ARM processors are used as the main CPU for most mobile phones, including those manufactured by Apple, HTC, Nokia, Sony Ericsson and Samsung; many PDAs and handhelds, like the Apple iPod and iPad, Game Boy Advance and Nintendo DS, Game Park GP32 and GamePark Holdings GP2X; as well as many other applications, including GPS navigation devices, digital cameras, digital televisions, network devices and storage. The WLAN processor of Sony's PlayStation Portable is an ARM9.


SALES & MARKETING

ARM-based products' market share in 2010: over 95% in smartphone market; 10% in mobile computers; 35% in digital TVs and set-top boxes; however, ARM did not have any market share in servers and desktop PCs.

With Microsoft's new ARM-based Windows 8 OS coming in 2012, market research firm IHS predicted that in 2015 23% of all the PCs in the world will use ARM processors.

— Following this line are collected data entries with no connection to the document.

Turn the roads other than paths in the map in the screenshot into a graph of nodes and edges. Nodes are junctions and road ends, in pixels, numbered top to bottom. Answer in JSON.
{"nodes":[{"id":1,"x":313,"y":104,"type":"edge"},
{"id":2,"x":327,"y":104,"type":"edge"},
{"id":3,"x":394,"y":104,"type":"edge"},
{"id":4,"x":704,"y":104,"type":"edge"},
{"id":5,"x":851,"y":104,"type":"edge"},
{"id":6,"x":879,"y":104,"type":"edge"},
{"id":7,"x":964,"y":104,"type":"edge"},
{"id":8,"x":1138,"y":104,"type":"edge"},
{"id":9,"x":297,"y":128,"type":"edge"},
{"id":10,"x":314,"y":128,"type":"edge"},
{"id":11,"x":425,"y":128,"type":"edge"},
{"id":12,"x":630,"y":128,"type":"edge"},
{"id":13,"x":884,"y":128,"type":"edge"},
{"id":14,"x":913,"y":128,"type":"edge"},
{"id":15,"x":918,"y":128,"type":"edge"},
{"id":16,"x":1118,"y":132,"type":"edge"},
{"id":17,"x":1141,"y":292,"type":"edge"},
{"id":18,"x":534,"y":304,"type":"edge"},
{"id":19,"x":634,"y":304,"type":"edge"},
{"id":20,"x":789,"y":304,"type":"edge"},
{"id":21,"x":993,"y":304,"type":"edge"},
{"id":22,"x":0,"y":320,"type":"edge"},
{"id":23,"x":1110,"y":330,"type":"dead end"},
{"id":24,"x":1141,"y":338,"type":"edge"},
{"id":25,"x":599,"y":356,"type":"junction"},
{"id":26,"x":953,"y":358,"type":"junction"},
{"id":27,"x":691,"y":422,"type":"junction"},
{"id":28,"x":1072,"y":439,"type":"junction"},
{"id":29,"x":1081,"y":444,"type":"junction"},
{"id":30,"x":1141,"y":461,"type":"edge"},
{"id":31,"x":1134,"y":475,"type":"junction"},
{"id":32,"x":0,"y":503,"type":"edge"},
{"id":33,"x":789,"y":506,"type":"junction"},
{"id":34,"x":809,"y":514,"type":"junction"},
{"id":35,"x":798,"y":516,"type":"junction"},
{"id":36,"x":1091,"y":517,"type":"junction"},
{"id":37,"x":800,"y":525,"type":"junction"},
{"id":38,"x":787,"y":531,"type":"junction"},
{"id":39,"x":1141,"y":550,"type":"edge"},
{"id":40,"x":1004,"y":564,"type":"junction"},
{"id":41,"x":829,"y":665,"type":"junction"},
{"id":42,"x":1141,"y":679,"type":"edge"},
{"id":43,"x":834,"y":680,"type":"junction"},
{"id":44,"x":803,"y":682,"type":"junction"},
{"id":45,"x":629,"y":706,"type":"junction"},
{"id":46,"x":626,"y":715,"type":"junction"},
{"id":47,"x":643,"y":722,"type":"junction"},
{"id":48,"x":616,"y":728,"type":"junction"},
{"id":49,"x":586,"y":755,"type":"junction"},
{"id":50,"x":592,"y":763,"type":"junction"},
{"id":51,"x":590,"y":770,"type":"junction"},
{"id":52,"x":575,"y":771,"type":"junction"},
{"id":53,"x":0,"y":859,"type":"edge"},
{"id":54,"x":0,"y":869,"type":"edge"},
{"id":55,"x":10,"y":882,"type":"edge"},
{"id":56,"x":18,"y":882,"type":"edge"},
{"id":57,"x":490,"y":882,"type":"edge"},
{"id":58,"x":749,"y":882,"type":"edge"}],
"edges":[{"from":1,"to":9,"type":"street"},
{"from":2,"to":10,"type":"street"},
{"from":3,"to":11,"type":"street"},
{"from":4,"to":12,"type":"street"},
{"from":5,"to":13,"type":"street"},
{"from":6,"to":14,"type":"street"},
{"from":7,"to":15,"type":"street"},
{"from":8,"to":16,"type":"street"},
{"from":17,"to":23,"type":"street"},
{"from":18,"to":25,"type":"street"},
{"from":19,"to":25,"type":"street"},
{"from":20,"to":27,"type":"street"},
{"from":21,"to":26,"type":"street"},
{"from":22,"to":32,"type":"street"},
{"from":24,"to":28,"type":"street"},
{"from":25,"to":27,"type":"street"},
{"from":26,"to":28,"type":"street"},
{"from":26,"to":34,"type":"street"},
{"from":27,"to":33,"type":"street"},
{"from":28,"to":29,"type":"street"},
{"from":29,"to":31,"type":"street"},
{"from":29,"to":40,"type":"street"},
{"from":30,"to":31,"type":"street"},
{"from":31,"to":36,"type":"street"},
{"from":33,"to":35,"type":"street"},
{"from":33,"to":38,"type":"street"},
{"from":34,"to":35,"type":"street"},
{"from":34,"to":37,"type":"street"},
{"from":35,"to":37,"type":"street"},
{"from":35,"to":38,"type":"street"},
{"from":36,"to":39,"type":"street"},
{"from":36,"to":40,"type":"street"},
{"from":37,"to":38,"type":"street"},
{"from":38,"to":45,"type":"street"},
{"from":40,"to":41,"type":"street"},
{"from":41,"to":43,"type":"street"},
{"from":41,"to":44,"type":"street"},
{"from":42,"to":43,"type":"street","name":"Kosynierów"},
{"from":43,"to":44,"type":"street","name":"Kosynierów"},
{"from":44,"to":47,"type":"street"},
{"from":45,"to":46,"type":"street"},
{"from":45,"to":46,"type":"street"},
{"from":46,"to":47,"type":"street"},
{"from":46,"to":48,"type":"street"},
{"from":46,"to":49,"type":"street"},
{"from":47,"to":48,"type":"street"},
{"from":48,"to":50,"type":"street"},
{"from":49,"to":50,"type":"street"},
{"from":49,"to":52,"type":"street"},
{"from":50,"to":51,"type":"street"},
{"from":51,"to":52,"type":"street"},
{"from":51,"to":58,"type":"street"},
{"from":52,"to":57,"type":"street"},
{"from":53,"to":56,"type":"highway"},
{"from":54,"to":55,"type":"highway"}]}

In May 2012, Dell announced the Copper platform, a server based on Marvell’s ARM powered devices. In October 2012, ARM announced the first set of early licensees of the 64-bit-capable Cortex-A57 processor.


PARTNERSHIPS - 

 

MICROSOFT

In 2011, Microsoft demonstrated Internet Explorer 10 at the MIX11 show in Las Vegas. For around 30 seconds of the 90-minute talk, they mentioned that some of the demos were running on an ARM computer. At 2011 CES, Microsoft revealed that the Windows 8 operating system will run on ARM architecture platforms. 

 

During Microsoft's presentation of Windows 8, a handful of the company's hardware partners showed off tablets and notebooks running the OS, including ARM Holdings instead of Intel and AMD.

UNIVERSITY OF MICHIGAN

In 2011, ARM renewed a five-year, $5 million research partnership with University of Michigan, which extended their existing research partnership to 2015. This partnership will focus on ultra-low energy and sustainable computing.


SENIOR MANAGEMENT

Warren East was appointed Chief Executive Officer of ARM Holdings in October 2001. In the 2011 financial year, East received a total compensation of £1,187,500 from ARM, comprising a salary of £475,000 and a bonus of £712,500. East said in March 2013 that he would retire from ARM in May, with president Simon Segars taking over as CEO.